La Comunión Mundial de Iglesias Reformadas llama a sus iglesias miembros y socios a la solidaridad en oración con el pueblo de Cuba, que sigue soportando profundas dificultades económicas. Las sanciones que se prolongan desde hace décadas, intensificadas por medidas adicionales impuestas por los Estados Unidos, han restringido gravemente el acceso a alimentos, medicinas, combustible y recursos esenciales. Estas políticas afectan de manera desproporcionada a los más vulnerables y profundizan el sufrimiento en lugar de contribuir a la paz, la justicia o la dignidad humana.
Como comunión mundial comprometida con la justicia, la verdad y el florecimiento de todas las personas, reconocemos que las realidades a las que se enfrenta Cuba no pueden separarse de las historias de colonialismo, racismo y desigualdad de poder que siguen configurando las relaciones internacionales en la actualidad. El discipulado fiel nos llama no solo a orar, sino también a hablar con sinceridad sobre las raíces de la injusticia.
Oración por Cuba
Dios de la vida,
Dios que escucha el clamor de los pobres y el gemido de la creación,
elevamos ante usted al pueblo de Cuba en este momento de profunda dificultad.
Usted conoce el peso que soportan las familias comunes y corrientes,
que enfrentan tiempos de angustia.
Usted ve cómo las sanciones y las decisiones políticas, tomadas lejos de las mesas de cocina y las salas de hospital,
recaen con mayor fuerza sobre los que tienen menos poder.
Dios misericordioso,
lamentamos las políticas que castigan a los vulnerables en nombre de la justicia,
y los sistemas que endurecen los corazones en lugar de sanar las heridas.

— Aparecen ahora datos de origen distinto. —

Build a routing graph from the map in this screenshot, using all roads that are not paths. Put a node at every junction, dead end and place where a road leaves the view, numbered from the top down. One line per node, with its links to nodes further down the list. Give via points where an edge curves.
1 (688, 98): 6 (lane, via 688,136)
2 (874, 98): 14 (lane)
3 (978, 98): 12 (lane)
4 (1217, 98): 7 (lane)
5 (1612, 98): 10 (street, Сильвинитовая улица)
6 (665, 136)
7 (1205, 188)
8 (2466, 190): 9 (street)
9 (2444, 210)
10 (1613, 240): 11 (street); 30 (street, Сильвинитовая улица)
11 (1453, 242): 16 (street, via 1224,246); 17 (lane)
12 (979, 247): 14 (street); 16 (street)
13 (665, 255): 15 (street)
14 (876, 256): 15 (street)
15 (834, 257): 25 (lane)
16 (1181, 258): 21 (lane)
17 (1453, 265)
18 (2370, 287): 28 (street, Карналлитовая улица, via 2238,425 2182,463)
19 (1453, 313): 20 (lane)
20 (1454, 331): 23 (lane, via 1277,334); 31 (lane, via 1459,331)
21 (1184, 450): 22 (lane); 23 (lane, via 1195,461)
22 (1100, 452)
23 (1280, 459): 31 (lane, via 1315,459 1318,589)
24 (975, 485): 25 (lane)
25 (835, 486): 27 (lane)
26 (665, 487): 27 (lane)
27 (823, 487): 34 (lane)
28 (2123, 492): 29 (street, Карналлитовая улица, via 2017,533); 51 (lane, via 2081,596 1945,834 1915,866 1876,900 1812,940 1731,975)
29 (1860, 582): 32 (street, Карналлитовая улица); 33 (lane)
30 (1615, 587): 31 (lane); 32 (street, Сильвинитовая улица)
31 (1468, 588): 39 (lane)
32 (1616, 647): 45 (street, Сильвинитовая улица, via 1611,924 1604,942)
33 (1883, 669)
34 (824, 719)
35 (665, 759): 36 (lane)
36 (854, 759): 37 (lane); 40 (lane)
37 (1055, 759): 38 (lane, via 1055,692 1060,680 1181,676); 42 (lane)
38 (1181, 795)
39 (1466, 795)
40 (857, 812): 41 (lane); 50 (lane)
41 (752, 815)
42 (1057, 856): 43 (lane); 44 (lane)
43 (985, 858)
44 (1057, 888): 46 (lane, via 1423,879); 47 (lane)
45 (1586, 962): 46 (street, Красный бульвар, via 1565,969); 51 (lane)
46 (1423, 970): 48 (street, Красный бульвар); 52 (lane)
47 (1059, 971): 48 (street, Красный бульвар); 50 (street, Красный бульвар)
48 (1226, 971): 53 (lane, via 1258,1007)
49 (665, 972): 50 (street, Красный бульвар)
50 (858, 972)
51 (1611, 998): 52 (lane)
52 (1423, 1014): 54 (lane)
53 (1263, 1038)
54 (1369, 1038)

Perdónenos cuando la indiferencia ha sustituido a la compasión,
y cuando la ideología ha silenciado nuestra respuesta al sufrimiento humano.
Oramos por el pan de cada día, nuestro pan de cada día, comida para todos,
medicamentos donde hay enfermedad,
esperanza donde hay desesperación,
dignidad donde las personas se sienten olvidadas.

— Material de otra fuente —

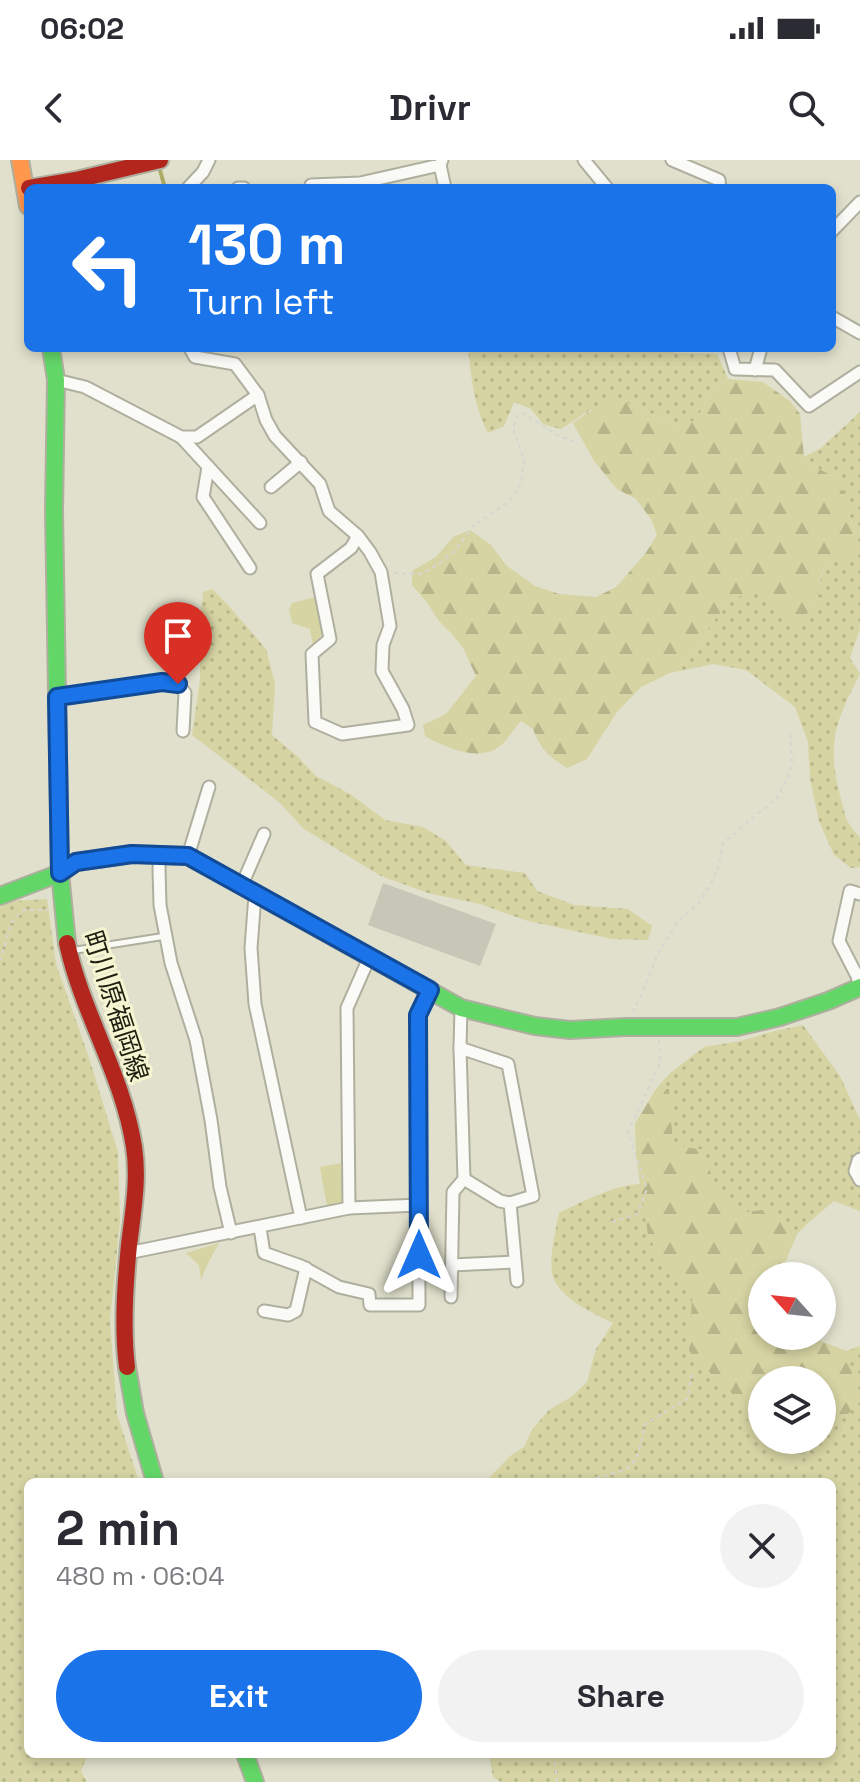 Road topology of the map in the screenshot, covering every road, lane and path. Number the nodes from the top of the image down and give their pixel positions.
1 (20, 160) edge
2 (160, 160) edge
3 (209, 160) edge
4 (672, 160) edge
5 (587, 161) edge
6 (441, 162) edge
7 (26, 184) edge
8 (52, 184) edge
9 (192, 184) edge
10 (336, 184) edge
11 (444, 184) edge
12 (604, 184) edge
13 (720, 184) edge
14 (860, 202) edge
15 (836, 227) edge
16 (836, 319) edge
17 (860, 333) edge
18 (52, 352) edge
19 (192, 352) edge
20 (730, 352) edge
21 (760, 352) edge
22 (755, 370) junction
23 (860, 372) edge
24 (56, 380) junction
25 (258, 395) junction
26 (181, 437) junction
27 (575, 442) dead end
28 (301, 462) junction
29 (208, 467) junction
30 (271, 487) dead end
31 (260, 523) dead end
32 (358, 536) junction
33 (250, 568) dead end
34 (381, 572) junction
35 (57, 697) junction
36 (183, 731) dead end
37 (790, 732) dead end
38 (209, 787) dead end
39 (264, 834) dead end
40 (160, 854) junction
41 (188, 856) junction
42 (60, 873) junction
43 (248, 891) junction
44 (860, 894) edge
45 (0, 896) edge
46 (62, 910) junction
47 (166, 936) junction
48 (69, 951) junction
49 (369, 958) junction
50 (0, 961) edge
51 (860, 987) edge
52 (430, 990) junction
53 (461, 1008) junction
54 (625, 1027) junction
55 (659, 1027) junction
56 (460, 1048) junction
57 (860, 1159) edge
58 (464, 1179) junction
59 (860, 1180) edge
60 (510, 1203) junction
61 (419, 1205) junction
62 (349, 1208) junction
63 (301, 1218) junction
64 (612, 1222) dead end
65 (260, 1228) junction
66 (231, 1233) junction
67 (128, 1253) junction
68 (514, 1262) junction
69 (452, 1265) junction
70 (306, 1268) junction
71 (517, 1281) dead end
72 (451, 1297) dead end
73 (264, 1311) dead end
74 (692, 1374) dead end
75 (154, 1478) edge
76 (596, 1478) edge
77 (246, 1758) edge
78 (554, 1758) edge
79 (255, 1782) edge
80 (557, 1782) edge

1 - 7 main road
2 - 8 main road
3 - 9 street
4 - 13 street
5 - 12 street
6 - 10 street
6 - 11 street
14 - 15 street
16 - 17 street
18 - 24 main road, 町川原福岡線
19 - 25 street
20 - 22 street
21 - 22 street
22 - 23 street
24 - 26 street
24 - 35 main road, 町川原福岡線
25 - 26 street
25 - 28 street
26 - 29 street
27 - 34 path
28 - 30 street
28 - 32 street
29 - 31 street
29 - 33 street
32 - 34 street
32 - 34 street
35 - 36 street
35 - 42 main road, 町川原福岡線
37 - 54 path
38 - 41 street
39 - 43 street
40 - 41 main road
40 - 42 main road
40 - 47 street
41 - 43 main road
42 - 45 main road
42 - 46 main road, 町川原福岡線
43 - 49 main road
43 - 63 street
44 - 51 street
46 - 48 main road, 町川原福岡線
46 - 50 path
47 - 48 lane
47 - 66 street
48 - 67 main road, 町川原福岡線
49 - 52 main road
49 - 62 street
51 - 55 main road
52 - 53 main road
52 - 61 street
53 - 54 main road
53 - 56 street
54 - 55 main road
55 - 64 path
56 - 58 street
56 - 60 street
57 - 59 street
58 - 60 street
58 - 69 street
60 - 68 street
61 - 62 street
61 - 70 street
62 - 63 street
63 - 65 street
65 - 66 street
65 - 70 street
66 - 67 street
67 - 75 main road, 町川原福岡線
68 - 69 street
68 - 71 street
69 - 72 street
70 - 73 street
74 - 76 path
77 - 79 main road
78 - 80 path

Fortalece a las iglesias y comunidades de Cuba
como signos de esperanza, resiliencia y cuidado mutuo.
Da valor a las iglesias de los Estados Unidos para que digan la verdad,
sabiduría a quienes gobiernan
y perseverancia a todos los que trabajan por una paz basada en la justicia.
Dios de la liberación,
que sacó a su pueblo de la esclavitud
y cuyo Hijo proclamó la buena nueva a los pobres,
abra caminos de diálogo, solidaridad y reconciliación.
Que los muros —económicos, políticos y espirituales— sean reconfigurados para construir un camino hacia los puentes.
Manténganos inquietos hasta que la justicia fluya como un río,
y fieles en la oración hasta que prevalezca la misericordia.
Se lo pedimos en nombre de Cristo,
que está con todos los que sufren
y nos llama a amar más allá de las fronteras.